### To do
Repeat all of the data precisely.
Supplied material Block Start
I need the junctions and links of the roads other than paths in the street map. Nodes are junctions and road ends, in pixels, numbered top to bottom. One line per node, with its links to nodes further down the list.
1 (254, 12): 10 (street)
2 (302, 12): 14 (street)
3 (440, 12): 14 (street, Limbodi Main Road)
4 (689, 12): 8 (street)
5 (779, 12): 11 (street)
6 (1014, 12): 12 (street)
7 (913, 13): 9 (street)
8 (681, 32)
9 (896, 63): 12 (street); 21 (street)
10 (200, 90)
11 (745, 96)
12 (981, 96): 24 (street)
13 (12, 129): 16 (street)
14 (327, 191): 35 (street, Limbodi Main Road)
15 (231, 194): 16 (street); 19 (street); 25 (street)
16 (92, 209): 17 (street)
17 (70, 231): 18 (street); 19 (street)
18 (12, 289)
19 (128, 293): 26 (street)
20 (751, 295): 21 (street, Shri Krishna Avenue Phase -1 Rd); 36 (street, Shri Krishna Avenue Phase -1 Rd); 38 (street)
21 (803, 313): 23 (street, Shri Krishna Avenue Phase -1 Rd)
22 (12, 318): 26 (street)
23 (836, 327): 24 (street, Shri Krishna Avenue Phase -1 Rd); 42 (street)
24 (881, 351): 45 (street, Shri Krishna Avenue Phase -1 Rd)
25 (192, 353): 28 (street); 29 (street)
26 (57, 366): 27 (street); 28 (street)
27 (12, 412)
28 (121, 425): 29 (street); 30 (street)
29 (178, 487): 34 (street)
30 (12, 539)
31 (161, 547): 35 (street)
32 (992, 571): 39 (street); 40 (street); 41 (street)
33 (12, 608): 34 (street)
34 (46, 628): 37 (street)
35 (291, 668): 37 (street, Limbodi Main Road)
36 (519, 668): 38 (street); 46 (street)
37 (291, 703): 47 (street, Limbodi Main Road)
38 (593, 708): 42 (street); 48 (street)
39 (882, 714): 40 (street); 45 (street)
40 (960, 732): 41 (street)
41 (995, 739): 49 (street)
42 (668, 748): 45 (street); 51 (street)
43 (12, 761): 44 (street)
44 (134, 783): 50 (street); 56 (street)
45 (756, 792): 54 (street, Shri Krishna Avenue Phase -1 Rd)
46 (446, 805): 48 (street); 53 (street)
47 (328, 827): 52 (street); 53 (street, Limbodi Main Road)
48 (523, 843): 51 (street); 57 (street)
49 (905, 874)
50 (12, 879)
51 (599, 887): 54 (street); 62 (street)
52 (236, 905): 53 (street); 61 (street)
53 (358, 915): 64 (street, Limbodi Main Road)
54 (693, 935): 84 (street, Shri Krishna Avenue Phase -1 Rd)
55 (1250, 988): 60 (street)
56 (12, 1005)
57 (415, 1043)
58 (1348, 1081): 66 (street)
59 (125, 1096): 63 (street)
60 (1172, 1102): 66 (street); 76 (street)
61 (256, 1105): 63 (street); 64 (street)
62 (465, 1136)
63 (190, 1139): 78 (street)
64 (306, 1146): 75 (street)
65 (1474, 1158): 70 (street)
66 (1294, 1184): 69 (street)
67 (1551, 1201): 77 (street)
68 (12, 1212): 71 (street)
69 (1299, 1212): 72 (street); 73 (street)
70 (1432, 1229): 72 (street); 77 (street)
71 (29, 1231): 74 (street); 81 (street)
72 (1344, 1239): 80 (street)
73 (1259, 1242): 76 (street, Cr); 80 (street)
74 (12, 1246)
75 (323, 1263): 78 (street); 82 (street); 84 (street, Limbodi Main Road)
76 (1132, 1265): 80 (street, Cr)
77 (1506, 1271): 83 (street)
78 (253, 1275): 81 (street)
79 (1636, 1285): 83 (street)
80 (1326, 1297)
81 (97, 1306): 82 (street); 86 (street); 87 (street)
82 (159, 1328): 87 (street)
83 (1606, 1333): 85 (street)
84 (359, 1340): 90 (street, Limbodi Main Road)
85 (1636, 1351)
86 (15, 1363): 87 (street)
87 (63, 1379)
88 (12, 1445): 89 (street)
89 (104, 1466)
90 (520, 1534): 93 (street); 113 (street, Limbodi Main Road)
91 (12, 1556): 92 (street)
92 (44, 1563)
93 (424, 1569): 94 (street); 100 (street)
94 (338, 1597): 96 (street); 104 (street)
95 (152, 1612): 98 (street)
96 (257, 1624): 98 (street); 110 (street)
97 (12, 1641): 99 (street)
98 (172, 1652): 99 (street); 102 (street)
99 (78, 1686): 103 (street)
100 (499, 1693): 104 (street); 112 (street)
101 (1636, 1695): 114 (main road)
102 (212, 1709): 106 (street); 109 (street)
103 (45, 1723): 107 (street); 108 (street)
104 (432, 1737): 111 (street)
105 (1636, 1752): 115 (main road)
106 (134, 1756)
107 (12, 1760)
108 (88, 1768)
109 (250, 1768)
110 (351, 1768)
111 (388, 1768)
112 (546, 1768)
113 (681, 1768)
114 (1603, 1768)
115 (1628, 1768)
Supplied material Block End
### Solution to the problem
I need the junctions and links of the roads other than paths in the street map. Nodes are junctions and road ends, in pixels, numbered top to bottom. One line per node, with its links to nodes further down the list.
1 (254, 12): 10 (street)
2 (302, 12): 14 (street)
3 (440, 12): 14 (street, Limbodi Main Road)
4 (689, 12): 8 (street)
5 (779, 12): 11 (street)
6 (1014, 12): 12 (street)
7 (913, 13): 9 (street)
8 (681, 32)
9 (896, 63): 12 (street); 21 (street)
10 (200, 90)
11 (745, 96)
12 (981, 96): 24 (street)
13 (12, 129): 16 (street)
14 (327, 191): 35 (street, Limbodi Main Road)
15 (231, 194): 16 (street); 19 (street); 25 (street)
16 (92, 209): 17 (street)
17 (70, 231): 18 (street); 19 (street)
18 (12, 289)
19 (128, 293): 26 (street)
20 (751, 295): 21 (street, Shri Krishna Avenue Phase -1 Rd); 36 (street, Shri Krishna Avenue Phase -1 Rd); 38 (street)
21 (803, 313): 23 (street, Shri Krishna Avenue Phase -1 Rd)
22 (12, 318): 26 (street)
23 (836, 327): 24 (street, Shri Krishna Avenue Phase -1 Rd); 42 (street)
24 (881, 351): 45 (street, Shri Krishna Avenue Phase -1 Rd)
25 (192, 353): 28 (street); 29 (street)
26 (57, 366): 27 (street); 28 (street)
27 (12, 412)
28 (121, 425): 29 (street); 30 (street)
29 (178, 487): 34 (street)
30 (12, 539)
31 (161, 547): 35 (street)
32 (992, 571): 39 (street); 40 (street); 41 (street)
33 (12, 608): 34 (street)
34 (46, 628): 37 (street)
35 (291, 668): 37 (street, Limbodi Main Road)
36 (519, 668): 38 (street); 46 (street)
37 (291, 703): 47 (street, Limbodi Main Road)
38 (593, 708): 42 (street); 48 (street)
39 (882, 714): 40 (street); 45 (street)
40 (960, 732): 41 (street)
41 (995, 739): 49 (street)
42 (668, 748): 45 (street); 51 (street)
43 (12, 761): 44 (street)
44 (134, 783): 50 (street); 56 (street)
45 (756, 792): 54 (street, Shri Krishna Avenue Phase -1 Rd)
46 (446, 805): 48 (street); 53 (street)
47 (328, 827): 52 (street); 53 (street, Limbodi Main Road)
48 (523, 843): 51 (street); 57 (street)
49 (905, 874)
50 (12, 879)
51 (599, 887): 54 (street); 62 (street)
52 (236, 905): 53 (street); 61 (street)
53 (358, 915): 64 (street, Limbodi Main Road)
54 (693, 935): 84 (street, Shri Krishna Avenue Phase -1 Rd)
55 (1250, 988): 60 (street)
56 (12, 1005)
57 (415, 1043)
58 (1348, 1081): 66 (street)
59 (125, 1096): 63 (street)
60 (1172, 1102): 66 (street); 76 (street)
61 (256, 1105): 63 (street); 64 (street)
62 (465, 1136)
63 (190, 1139): 78 (street)
64 (306, 1146): 75 (street)
65 (1474, 1158): 70 (street)
66 (1294, 1184): 69 (street)
67 (1551, 1201): 77 (street)
68 (12, 1212): 71 (street)
69 (1299, 1212): 72 (street); 73 (street)
70 (1432, 1229): 72 (street); 77 (street)
71 (29, 1231): 74 (street); 81 (street)
72 (1344, 1239): 80 (street)
73 (1259, 1242): 76 (street, Cr); 80 (street)
74 (12, 1246)
75 (323, 1263): 78 (street); 82 (street); 84 (street, Limbodi Main Road)
76 (1132, 1265): 80 (street, Cr)
77 (1506, 1271): 83 (street)
78 (253, 1275): 81 (street)
79 (1636, 1285): 83 (street)
80 (1326, 1297)
81 (97, 1306): 82 (street); 86 (street); 87 (street)
82 (159, 1328): 87 (street)
83 (1606, 1333): 85 (street)
84 (359, 1340): 90 (street, Limbodi Main Road)
85 (1636, 1351)
86 (15, 1363): 87 (street)
87 (63, 1379)
88 (12, 1445): 89 (street)
89 (104, 1466)
90 (520, 1534): 93 (street); 113 (street, Limbodi Main Road)
91 (12, 1556): 92 (street)
92 (44, 1563)
93 (424, 1569): 94 (street); 100 (street)
94 (338, 1597): 96 (street); 104 (street)
95 (152, 1612): 98 (street)
96 (257, 1624): 98 (street); 110 (street)
97 (12, 1641): 99 (street)
98 (172, 1652): 99 (street); 102 (street)
99 (78, 1686): 103 (street)
100 (499, 1693): 104 (street); 112 (street)
101 (1636, 1695): 114 (main road)
102 (212, 1709): 106 (street); 109 (street)
103 (45, 1723): 107 (street); 108 (street)
104 (432, 1737): 111 (street)
105 (1636, 1752): 115 (main road)
106 (134, 1756)
107 (12, 1760)
108 (88, 1768)
109 (250, 1768)
110 (351, 1768)
111 (388, 1768)
112 (546, 1768)
113 (681, 1768)
114 (1603, 1768)
115 (1628, 1768)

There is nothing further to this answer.